El viento sopló de nuevo, esta vez cargado de un murmullo sibilante que
parecía provenir de todos los rincones del cosmos. Teodoro cerró los ojos, y
al hacerlo, sintió que el suelo bajo sus pies se desvanecía, que su cuerpo ya
no era más que una amalgama de pensamientos y recuerdos, una
composición temporal que flotaba en el vasto mar de lo que no puede ser
dicho.
Y entonces, lo supo. El universo, en su vastedad, en su insondable juego de
luces y sombras, no le debía explicaciones. No era su tarea entender, sino
aceptar. Lo obvio no existía, porque en un cosmos donde todo está en
perpetua transformación, nada puede ser considerado definitivo. Era solo
parte de la broma cósmica, una pequeña chispa en la danza eterna de lo
incomprensible.
Cuando abrió los ojos, el hombre había desaparecido. Pero en el aire, en el
crujir de las hojas, en el susurro de los árboles, Teodoro entendió: había
visto más allá del velo. Y no había vuelta atrás.

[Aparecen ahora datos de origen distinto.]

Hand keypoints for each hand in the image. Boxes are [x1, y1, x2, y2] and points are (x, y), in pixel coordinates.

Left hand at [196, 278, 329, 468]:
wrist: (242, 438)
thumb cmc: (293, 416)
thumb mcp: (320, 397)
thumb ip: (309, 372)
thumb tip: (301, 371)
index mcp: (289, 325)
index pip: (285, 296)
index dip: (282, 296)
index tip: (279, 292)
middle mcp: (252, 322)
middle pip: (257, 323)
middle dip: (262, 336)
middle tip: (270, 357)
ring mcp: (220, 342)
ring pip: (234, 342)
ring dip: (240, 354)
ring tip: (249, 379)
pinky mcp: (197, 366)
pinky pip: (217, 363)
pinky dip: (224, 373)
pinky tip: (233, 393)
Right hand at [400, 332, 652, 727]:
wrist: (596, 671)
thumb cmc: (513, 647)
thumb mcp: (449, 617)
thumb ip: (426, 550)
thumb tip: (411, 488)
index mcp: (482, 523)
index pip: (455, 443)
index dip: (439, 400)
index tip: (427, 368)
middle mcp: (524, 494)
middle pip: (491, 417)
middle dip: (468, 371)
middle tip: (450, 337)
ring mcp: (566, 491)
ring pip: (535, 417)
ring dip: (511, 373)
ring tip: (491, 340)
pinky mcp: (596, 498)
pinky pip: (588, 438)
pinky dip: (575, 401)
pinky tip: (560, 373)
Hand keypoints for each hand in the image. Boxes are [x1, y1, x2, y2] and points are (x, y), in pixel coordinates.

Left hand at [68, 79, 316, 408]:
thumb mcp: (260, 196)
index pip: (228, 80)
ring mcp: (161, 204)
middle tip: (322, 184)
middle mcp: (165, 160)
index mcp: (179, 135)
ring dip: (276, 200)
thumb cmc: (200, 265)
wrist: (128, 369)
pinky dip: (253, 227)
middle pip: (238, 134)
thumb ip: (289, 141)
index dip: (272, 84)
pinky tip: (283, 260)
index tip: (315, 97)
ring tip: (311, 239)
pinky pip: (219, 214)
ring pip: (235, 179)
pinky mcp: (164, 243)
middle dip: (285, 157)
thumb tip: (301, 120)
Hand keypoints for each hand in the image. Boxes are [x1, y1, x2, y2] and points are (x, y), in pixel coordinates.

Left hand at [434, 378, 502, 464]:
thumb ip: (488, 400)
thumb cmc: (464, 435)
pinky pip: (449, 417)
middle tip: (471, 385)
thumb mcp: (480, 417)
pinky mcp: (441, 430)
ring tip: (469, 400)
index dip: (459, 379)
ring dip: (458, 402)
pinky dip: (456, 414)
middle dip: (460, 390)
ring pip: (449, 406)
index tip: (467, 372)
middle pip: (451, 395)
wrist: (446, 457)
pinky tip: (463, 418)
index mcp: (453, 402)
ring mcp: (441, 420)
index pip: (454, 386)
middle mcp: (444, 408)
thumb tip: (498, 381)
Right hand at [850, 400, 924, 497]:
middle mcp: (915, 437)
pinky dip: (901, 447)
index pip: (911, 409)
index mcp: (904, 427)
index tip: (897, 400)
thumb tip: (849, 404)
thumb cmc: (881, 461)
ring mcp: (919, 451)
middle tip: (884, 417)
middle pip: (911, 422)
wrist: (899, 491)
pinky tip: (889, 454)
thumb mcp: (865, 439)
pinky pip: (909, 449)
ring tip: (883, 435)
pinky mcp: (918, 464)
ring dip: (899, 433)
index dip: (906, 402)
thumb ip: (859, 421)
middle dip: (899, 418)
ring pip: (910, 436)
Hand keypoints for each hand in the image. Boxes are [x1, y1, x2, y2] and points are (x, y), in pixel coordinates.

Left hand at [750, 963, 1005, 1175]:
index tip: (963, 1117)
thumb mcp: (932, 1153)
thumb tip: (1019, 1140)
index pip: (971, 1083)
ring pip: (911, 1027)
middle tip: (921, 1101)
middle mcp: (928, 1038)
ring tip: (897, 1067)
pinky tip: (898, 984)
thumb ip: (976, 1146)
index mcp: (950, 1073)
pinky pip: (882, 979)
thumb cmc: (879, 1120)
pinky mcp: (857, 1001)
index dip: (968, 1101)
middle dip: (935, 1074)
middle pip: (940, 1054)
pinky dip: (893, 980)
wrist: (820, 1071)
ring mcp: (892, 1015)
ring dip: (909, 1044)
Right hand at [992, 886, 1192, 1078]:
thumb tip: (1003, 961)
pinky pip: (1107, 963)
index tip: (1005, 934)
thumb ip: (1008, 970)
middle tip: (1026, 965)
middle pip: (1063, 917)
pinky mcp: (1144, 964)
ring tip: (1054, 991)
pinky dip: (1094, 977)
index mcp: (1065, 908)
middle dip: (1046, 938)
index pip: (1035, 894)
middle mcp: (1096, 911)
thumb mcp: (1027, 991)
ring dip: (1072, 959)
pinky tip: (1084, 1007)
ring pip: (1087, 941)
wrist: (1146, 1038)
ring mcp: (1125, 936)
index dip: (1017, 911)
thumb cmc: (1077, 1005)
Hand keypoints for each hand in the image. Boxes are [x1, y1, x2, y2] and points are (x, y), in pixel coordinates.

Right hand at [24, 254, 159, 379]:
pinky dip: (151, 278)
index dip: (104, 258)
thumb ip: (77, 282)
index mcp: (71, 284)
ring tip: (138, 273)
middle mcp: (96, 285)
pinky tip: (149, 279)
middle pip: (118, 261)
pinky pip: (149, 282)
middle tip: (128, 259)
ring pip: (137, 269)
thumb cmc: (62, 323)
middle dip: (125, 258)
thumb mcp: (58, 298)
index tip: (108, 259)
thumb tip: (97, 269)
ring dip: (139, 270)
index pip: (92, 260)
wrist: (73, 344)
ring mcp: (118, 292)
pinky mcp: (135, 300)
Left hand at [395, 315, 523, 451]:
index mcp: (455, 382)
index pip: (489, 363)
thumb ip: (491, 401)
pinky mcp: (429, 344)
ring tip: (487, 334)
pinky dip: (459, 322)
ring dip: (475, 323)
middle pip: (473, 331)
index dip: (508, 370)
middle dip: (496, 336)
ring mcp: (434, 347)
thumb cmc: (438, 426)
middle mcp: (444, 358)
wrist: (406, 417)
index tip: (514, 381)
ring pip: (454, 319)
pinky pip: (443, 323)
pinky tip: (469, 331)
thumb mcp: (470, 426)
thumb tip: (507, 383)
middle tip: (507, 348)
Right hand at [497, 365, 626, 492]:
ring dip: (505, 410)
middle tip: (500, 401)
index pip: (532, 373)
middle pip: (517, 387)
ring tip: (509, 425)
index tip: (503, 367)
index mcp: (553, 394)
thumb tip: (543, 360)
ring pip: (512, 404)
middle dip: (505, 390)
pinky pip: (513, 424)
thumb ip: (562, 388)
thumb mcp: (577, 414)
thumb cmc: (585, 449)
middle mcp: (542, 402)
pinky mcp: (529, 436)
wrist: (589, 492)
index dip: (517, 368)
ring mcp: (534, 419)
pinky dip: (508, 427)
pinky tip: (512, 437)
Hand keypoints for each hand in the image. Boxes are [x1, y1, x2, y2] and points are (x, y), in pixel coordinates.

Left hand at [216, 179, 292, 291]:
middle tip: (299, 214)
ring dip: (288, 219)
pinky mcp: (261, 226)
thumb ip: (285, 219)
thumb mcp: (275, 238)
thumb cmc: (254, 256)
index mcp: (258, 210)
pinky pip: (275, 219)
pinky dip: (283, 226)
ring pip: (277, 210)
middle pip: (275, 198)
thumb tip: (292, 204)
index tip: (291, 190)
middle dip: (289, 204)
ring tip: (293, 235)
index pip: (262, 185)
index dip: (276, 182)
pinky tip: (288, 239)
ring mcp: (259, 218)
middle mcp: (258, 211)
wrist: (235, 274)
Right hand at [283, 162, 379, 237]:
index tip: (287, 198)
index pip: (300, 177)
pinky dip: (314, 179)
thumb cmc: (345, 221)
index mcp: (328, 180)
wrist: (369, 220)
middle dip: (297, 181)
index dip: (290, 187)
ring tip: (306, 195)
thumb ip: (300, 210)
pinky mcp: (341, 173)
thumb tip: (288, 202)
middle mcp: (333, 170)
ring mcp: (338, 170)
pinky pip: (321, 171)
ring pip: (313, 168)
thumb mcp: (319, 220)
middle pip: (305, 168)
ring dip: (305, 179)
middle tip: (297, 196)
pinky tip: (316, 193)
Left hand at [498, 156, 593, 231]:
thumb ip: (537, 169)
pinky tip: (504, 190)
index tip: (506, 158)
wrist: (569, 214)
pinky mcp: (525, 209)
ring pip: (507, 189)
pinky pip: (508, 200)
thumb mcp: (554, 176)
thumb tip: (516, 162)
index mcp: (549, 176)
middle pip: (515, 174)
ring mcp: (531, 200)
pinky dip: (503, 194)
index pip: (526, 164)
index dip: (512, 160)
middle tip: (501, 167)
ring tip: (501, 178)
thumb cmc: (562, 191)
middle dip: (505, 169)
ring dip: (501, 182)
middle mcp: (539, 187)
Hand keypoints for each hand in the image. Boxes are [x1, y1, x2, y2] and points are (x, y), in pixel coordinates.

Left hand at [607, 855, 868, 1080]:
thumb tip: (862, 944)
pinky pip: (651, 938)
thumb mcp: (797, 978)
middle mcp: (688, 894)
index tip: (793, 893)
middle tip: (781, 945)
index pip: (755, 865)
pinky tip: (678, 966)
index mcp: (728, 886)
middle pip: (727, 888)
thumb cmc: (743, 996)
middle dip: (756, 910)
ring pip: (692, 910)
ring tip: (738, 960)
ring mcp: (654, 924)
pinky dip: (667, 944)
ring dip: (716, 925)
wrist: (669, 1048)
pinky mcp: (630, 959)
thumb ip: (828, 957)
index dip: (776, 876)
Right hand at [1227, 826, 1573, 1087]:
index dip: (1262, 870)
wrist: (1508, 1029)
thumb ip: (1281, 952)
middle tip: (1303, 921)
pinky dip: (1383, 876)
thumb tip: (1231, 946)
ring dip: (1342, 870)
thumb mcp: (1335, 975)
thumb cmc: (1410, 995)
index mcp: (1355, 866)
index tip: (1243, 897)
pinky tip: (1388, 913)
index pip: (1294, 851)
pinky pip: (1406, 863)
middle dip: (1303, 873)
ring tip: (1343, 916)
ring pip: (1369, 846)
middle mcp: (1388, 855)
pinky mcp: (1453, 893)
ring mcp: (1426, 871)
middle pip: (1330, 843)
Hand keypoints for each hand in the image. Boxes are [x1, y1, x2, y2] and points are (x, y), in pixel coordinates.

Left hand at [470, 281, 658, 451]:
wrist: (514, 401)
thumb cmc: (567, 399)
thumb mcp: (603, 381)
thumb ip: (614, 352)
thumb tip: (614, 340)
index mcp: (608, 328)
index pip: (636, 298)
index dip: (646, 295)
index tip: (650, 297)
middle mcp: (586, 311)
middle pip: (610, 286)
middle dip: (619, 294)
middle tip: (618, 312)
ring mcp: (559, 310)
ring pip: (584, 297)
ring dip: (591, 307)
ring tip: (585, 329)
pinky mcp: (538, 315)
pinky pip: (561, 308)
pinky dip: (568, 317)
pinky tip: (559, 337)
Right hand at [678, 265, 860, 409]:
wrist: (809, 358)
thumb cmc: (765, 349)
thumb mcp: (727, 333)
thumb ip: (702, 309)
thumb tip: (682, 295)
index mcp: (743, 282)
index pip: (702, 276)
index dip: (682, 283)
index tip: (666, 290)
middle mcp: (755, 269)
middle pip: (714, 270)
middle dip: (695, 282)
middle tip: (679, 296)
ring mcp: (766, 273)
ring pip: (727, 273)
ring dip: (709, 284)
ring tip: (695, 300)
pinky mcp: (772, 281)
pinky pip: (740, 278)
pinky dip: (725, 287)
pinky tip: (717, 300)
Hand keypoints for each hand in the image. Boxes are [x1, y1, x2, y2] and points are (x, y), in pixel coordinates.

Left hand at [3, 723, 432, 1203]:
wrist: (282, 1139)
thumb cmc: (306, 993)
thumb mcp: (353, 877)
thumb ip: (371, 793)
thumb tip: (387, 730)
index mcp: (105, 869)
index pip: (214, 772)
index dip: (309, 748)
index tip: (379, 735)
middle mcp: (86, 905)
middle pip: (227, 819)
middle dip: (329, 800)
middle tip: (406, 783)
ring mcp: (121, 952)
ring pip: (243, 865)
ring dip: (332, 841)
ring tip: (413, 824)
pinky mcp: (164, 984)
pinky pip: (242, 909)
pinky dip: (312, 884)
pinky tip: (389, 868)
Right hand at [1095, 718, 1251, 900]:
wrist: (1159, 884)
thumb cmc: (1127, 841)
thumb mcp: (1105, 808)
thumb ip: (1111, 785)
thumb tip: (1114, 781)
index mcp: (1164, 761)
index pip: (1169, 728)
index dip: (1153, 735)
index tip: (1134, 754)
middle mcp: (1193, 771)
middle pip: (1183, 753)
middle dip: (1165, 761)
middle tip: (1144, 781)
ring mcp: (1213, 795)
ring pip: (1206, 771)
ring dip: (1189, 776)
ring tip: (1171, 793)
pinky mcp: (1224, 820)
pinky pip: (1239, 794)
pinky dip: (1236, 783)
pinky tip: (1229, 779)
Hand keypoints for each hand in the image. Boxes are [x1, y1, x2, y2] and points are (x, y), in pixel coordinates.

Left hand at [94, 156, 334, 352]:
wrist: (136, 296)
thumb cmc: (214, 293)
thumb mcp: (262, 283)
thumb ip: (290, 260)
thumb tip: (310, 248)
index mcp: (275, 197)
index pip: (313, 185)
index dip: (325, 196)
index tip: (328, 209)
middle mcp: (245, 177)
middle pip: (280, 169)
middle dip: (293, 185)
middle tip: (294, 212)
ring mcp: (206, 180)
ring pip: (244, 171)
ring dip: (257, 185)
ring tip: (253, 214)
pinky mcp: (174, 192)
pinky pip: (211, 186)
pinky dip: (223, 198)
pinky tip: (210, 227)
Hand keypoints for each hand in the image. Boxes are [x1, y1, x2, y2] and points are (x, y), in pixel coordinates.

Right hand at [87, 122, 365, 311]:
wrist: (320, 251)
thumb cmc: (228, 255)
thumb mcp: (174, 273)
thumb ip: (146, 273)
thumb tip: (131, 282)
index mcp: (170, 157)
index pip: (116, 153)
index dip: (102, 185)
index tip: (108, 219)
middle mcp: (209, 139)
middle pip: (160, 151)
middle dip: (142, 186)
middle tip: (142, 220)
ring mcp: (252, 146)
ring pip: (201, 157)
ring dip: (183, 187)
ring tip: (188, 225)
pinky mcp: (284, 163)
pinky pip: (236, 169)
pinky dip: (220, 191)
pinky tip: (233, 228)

Con una calma recién nacida, se levantó del banco, dejando atrás el parque
y la ilusión de certezas que una vez había acariciado con tanto fervor.
Ahora, caminaba ligero, sabiendo que el mundo, con todo su caos y
misterio, lo llevaba suavemente en su corriente.
Y por primera vez en su vida, Teodoro Parra rió.